On resume, the password will be needed to complete the operation.

In this respect, in theory, it does not matter how the normal swap is working.

Nevertheless, I could imagine situations in which things may not work, for
example RAM and swap full, then suspend-to-disk with swap re-creation...

For this setup, you should not create the swap partition with a random
password, but just do the setup with a known password. Then just enter this
password on hibernate bootup and be done.

AFAIK this is no bug and we should close this bz.

Comments?

regards,

Florian La Roche

(In reply to comment #3)
> For this setup, you should not create the swap partition with a random
> password, but just do the setup with a known password. Then just enter this
> password on hibernate bootup and be done.

I respectfully disagree... :-)
There are several issues with this suggestion:

1) The random key is intrinsically more secure than a password, since nobody
knows it and eventually it could be pretty random (HW rng).
2) I do not want to type a password at each boot up, just because, maybe, I'll
suspend-to-disk later. Only if I decide to do it (suspend), a password should be
requested and used.
3) It does not work (I just checked). Since the kernel tries to resume from swap
before the encrypted partition is created/enabled. That is, /dev/mapper/swap
does not exists when the kernel has to decided the resume. Which means that
something in the ramdisk image (initrd) should create/recover the encrypted swap.

Maybe this report does not really belong to initscripts, nevertheless I see some
missing bits here and there in order to get a proper encrypted system.

I guess several pieces will need reworking in order to get this nailed down.
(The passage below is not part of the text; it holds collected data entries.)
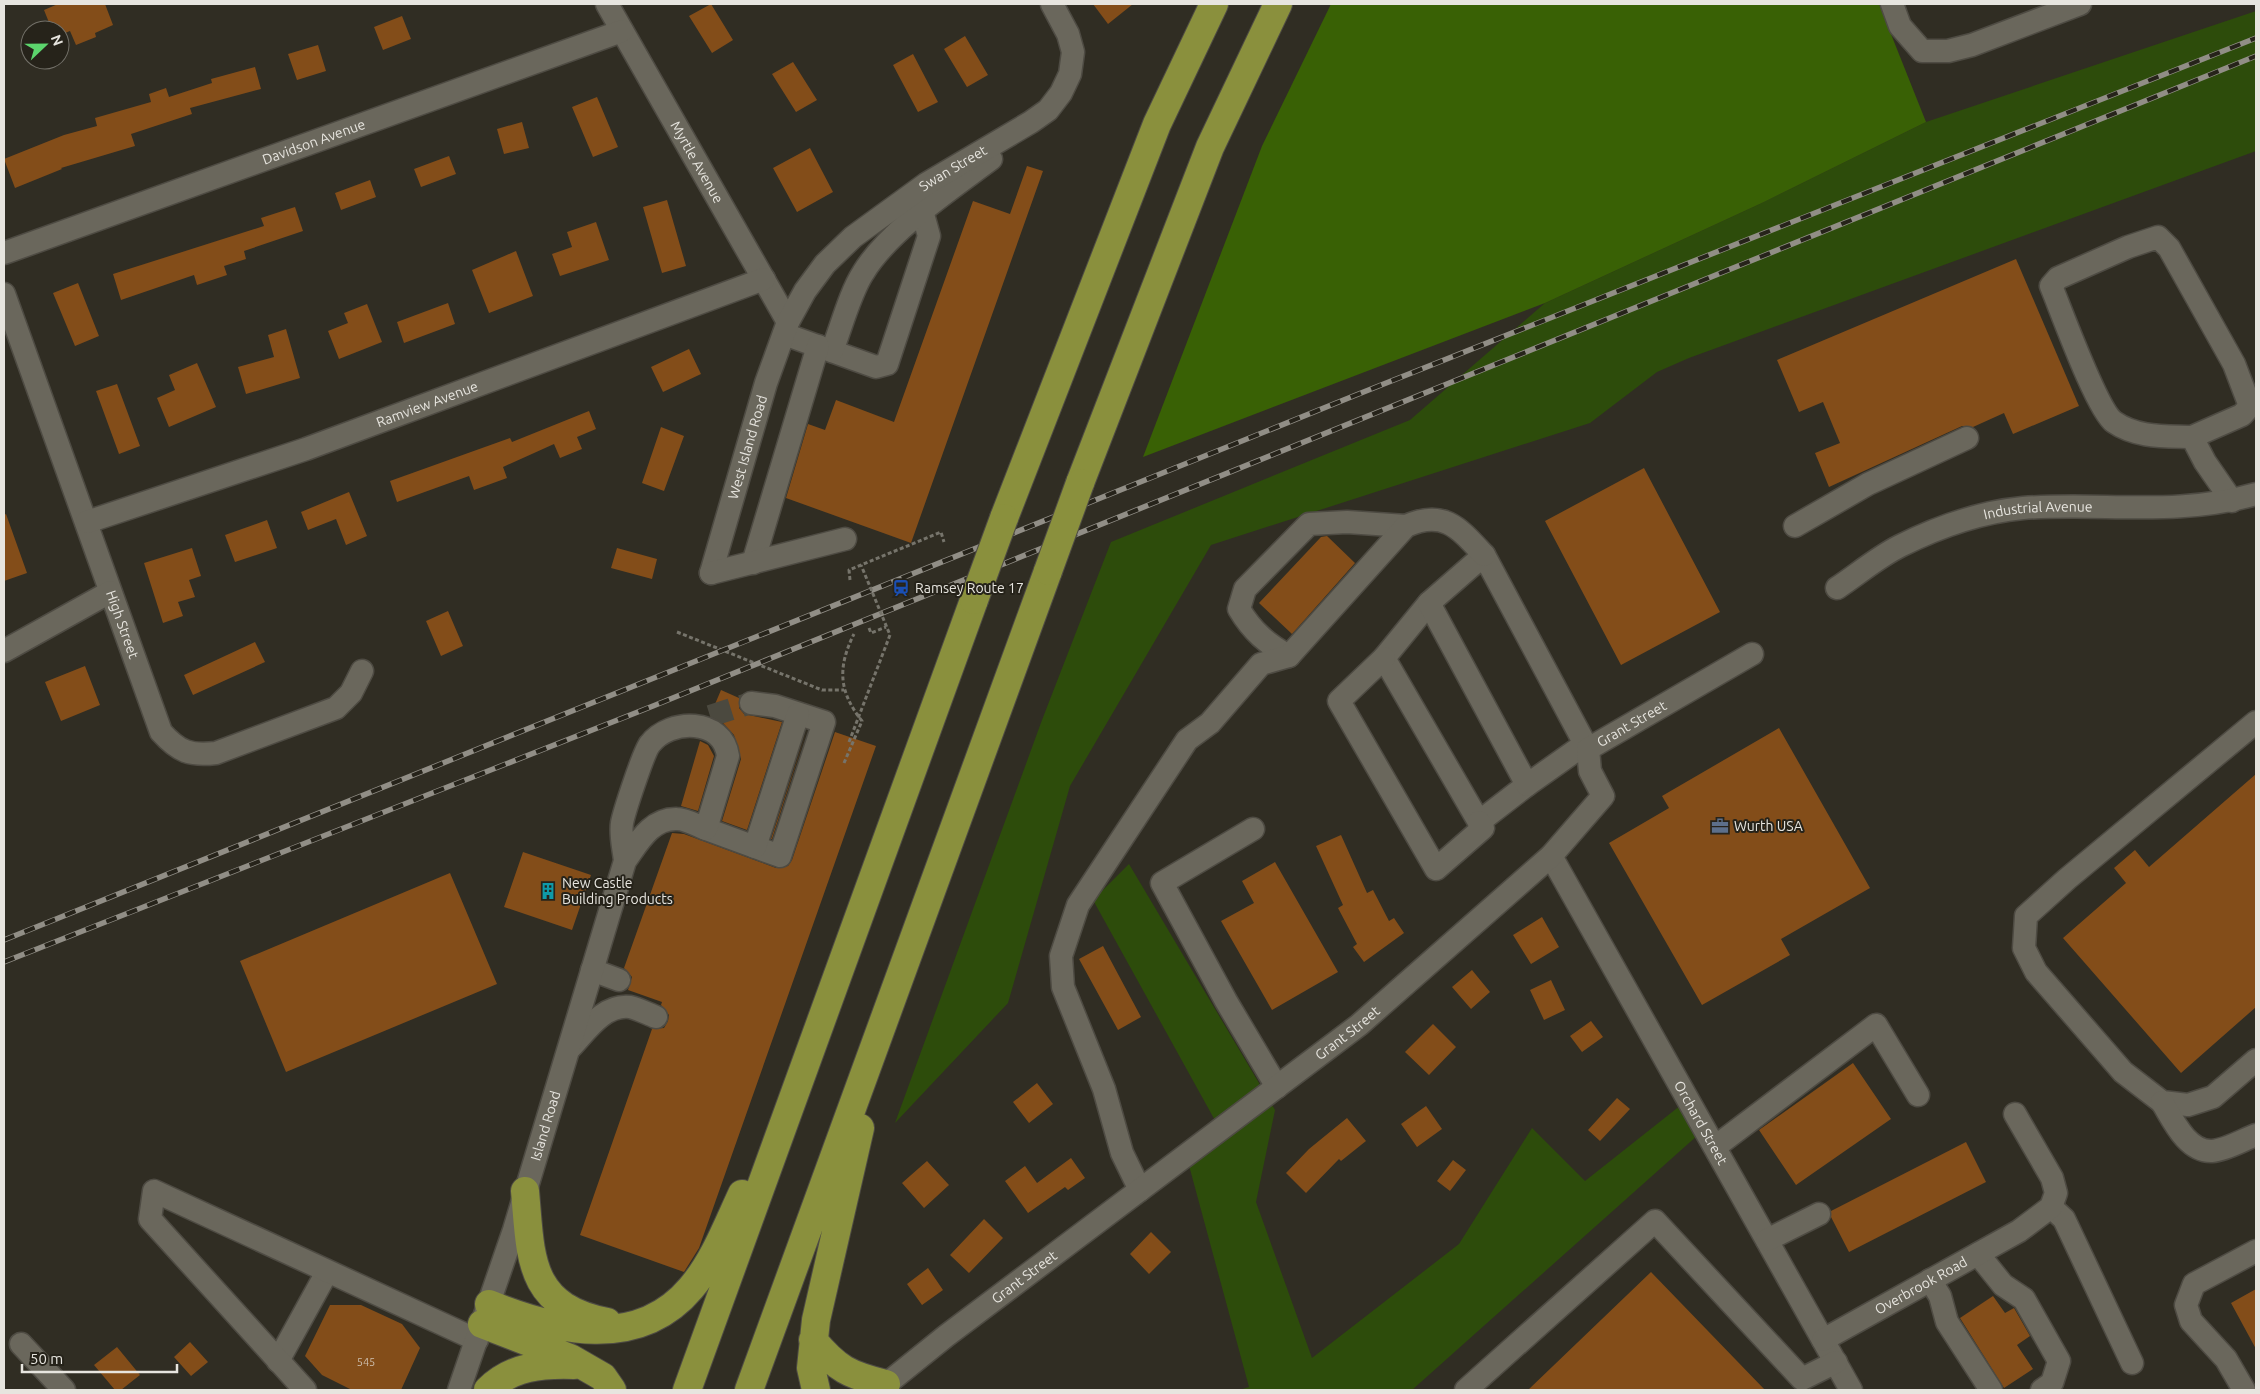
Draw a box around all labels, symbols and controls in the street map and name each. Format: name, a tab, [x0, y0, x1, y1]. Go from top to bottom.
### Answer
north arrow	[20, 20, 70, 70]
text: N	[48, 32, 66, 48]
street label: Davidson Avenue	[260, 116, 367, 168]
street label: Myrtle Avenue	[667, 118, 727, 206]
street label: Swan Street	[916, 142, 990, 194]
street label: Ramview Avenue	[374, 378, 480, 430]
street label: West Island Road	[725, 393, 770, 501]
street label: Industrial Avenue	[1982, 498, 2093, 522]
station icon: Ramsey Route 17	[891, 578, 911, 598]
place label: Ramsey Route 17	[915, 580, 1024, 596]
street label: High Street	[103, 588, 142, 661]
street label: Grant Street	[1594, 697, 1670, 750]
office icon: Wurth USA	[1710, 816, 1730, 836]
place label: Wurth USA	[1734, 818, 1803, 834]
place label: New Castle Building Products	[562, 875, 673, 907]
building icon: New Castle Building Products	[538, 881, 558, 901]
street label: Grant Street	[1312, 1002, 1383, 1063]
street label: Orchard Street	[1671, 1078, 1731, 1168]
street label: Island Road	[527, 1089, 563, 1163]
street label: Grant Street	[988, 1247, 1060, 1307]
street label: Overbrook Road	[1872, 1253, 1970, 1318]
scale bar	[22, 1342, 178, 1374]
text: 50 m	[30, 1350, 63, 1367]
house number: 545	[357, 1356, 375, 1368]

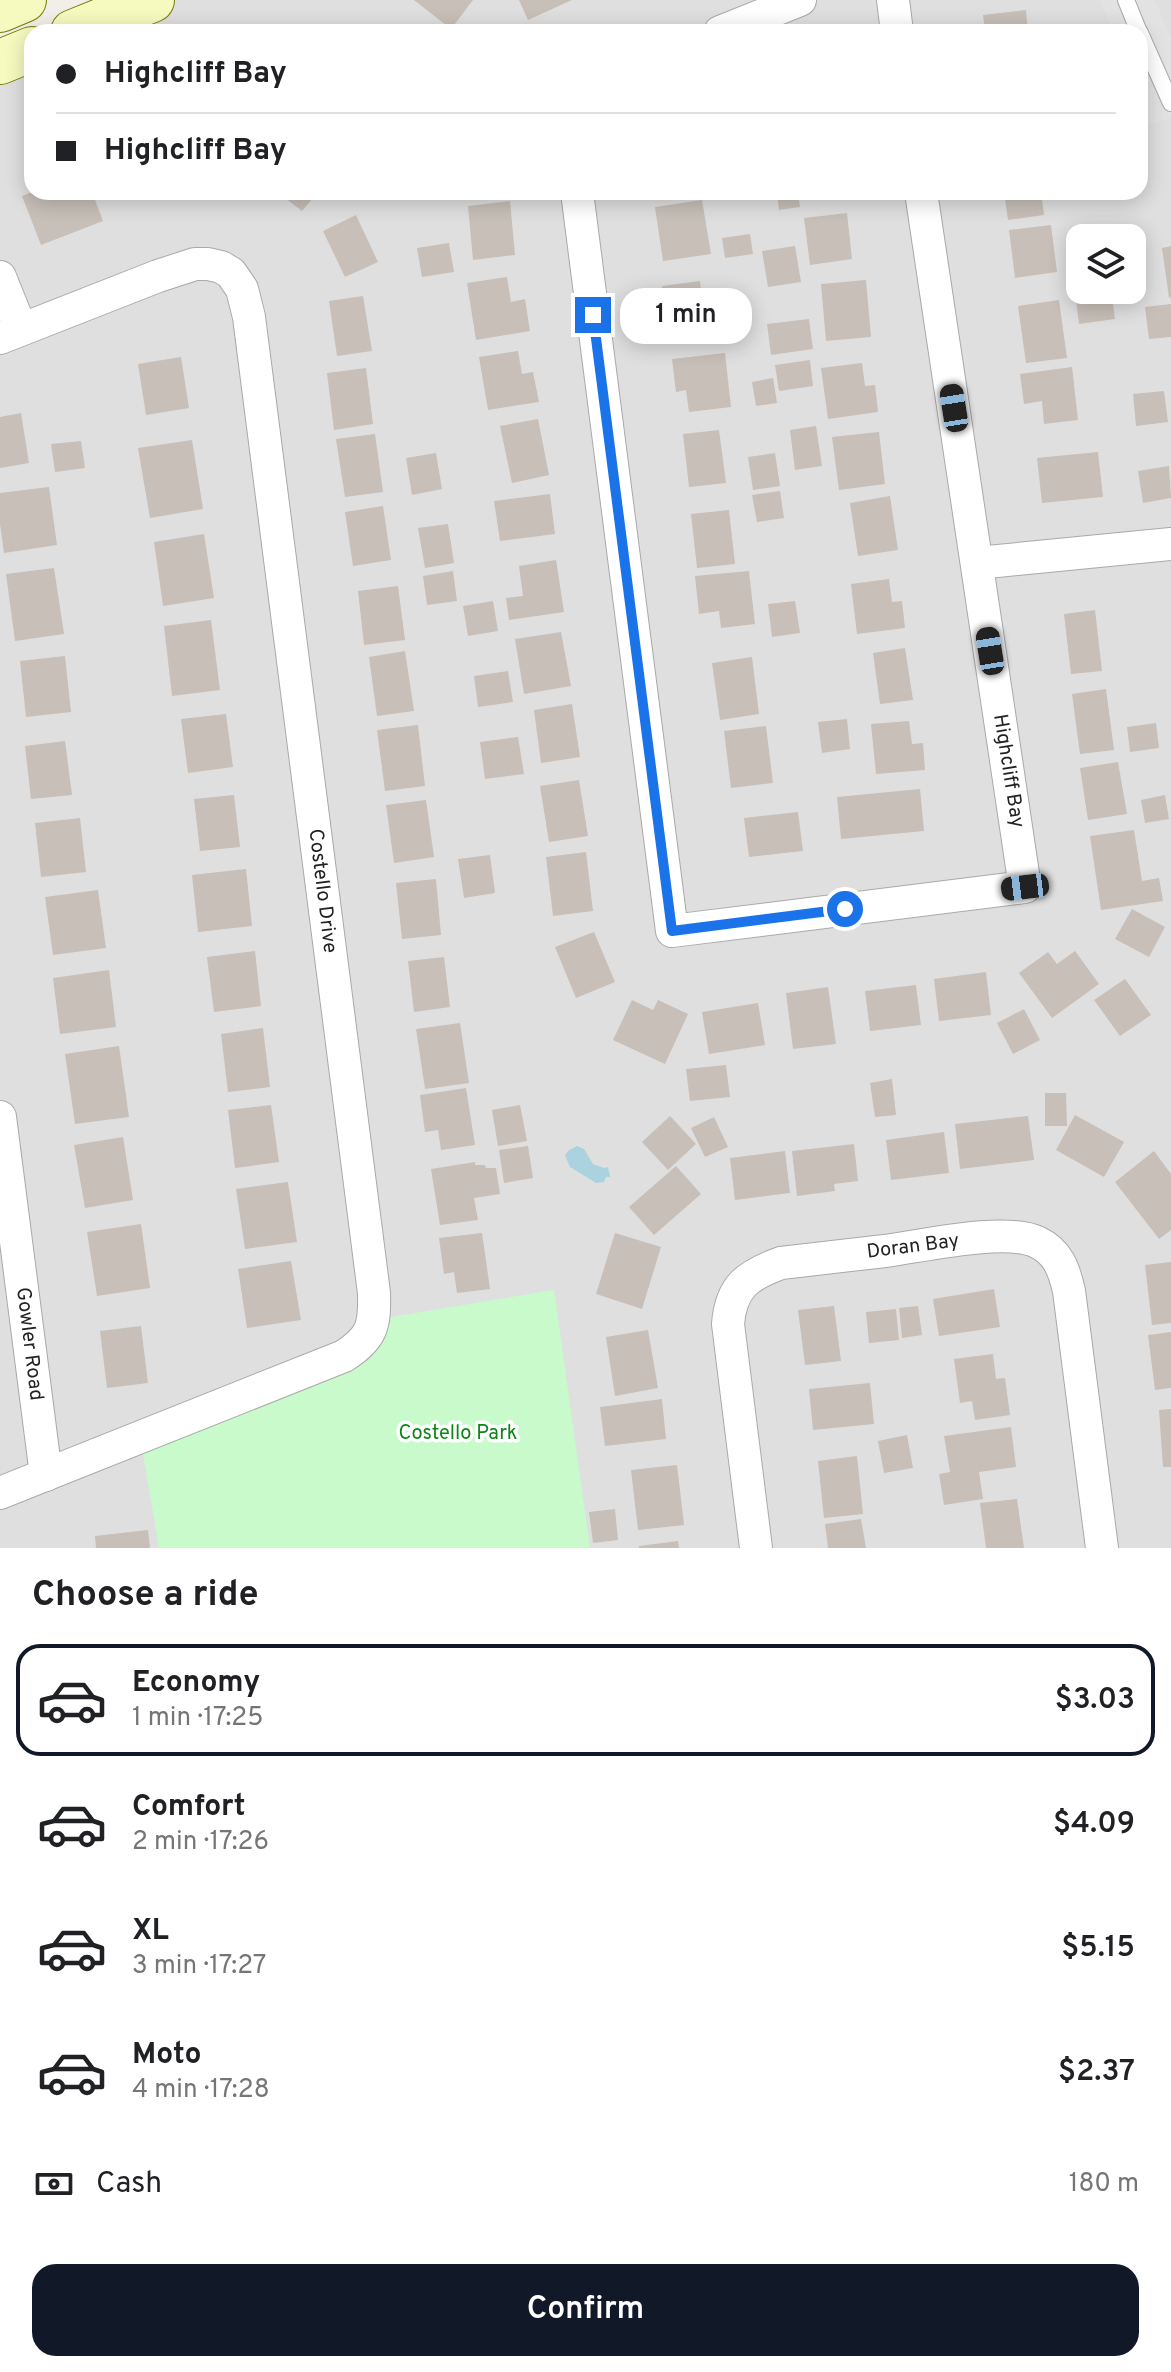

Anyway thanks for the understanding.

pg

1) if you enter a key when you try to hibernate the key won't be random anymore,
right ?
 But on the other hand adding a new key to the LUKS partition and removing it
after resume shouldn't be that difficult as long as we're below the 8 key (I
think) limit on the LUKS partition.
2) security doesn't come without a price. I'd suggest you'll take a look at bug
# 124789 and check out the howto referenced in comment #95. This will give you
encrypted swap and encrypted logical volumes and requires just one single key
instead of one for each partition.
The very same bugzilla has a long list of attachements, take the one with the id
161909 and apply it (make sure to have backups and maybe a rescue CD). You'll
need these patches to make full use of encryption.

(In reply to comment #5)
> 1) if you enter a key when you try to hibernate the key won't be random anymore,
> right ?

It seems to me there is some confusion about use cases.
The swap is _always_ needed and, eventually, used. So, it is better, IMHO, to
provide a more shielded approach. Not to mention the password thing at each
boot, which I would really find annoying.
The suspend case, instead, is something _optional_, eventually useful, but not
necessarily always to be used.
Of course the password will not be random for the suspend-to-disk, but that's
the price to pay when deciding to S2D, which, as wrote above, is optional.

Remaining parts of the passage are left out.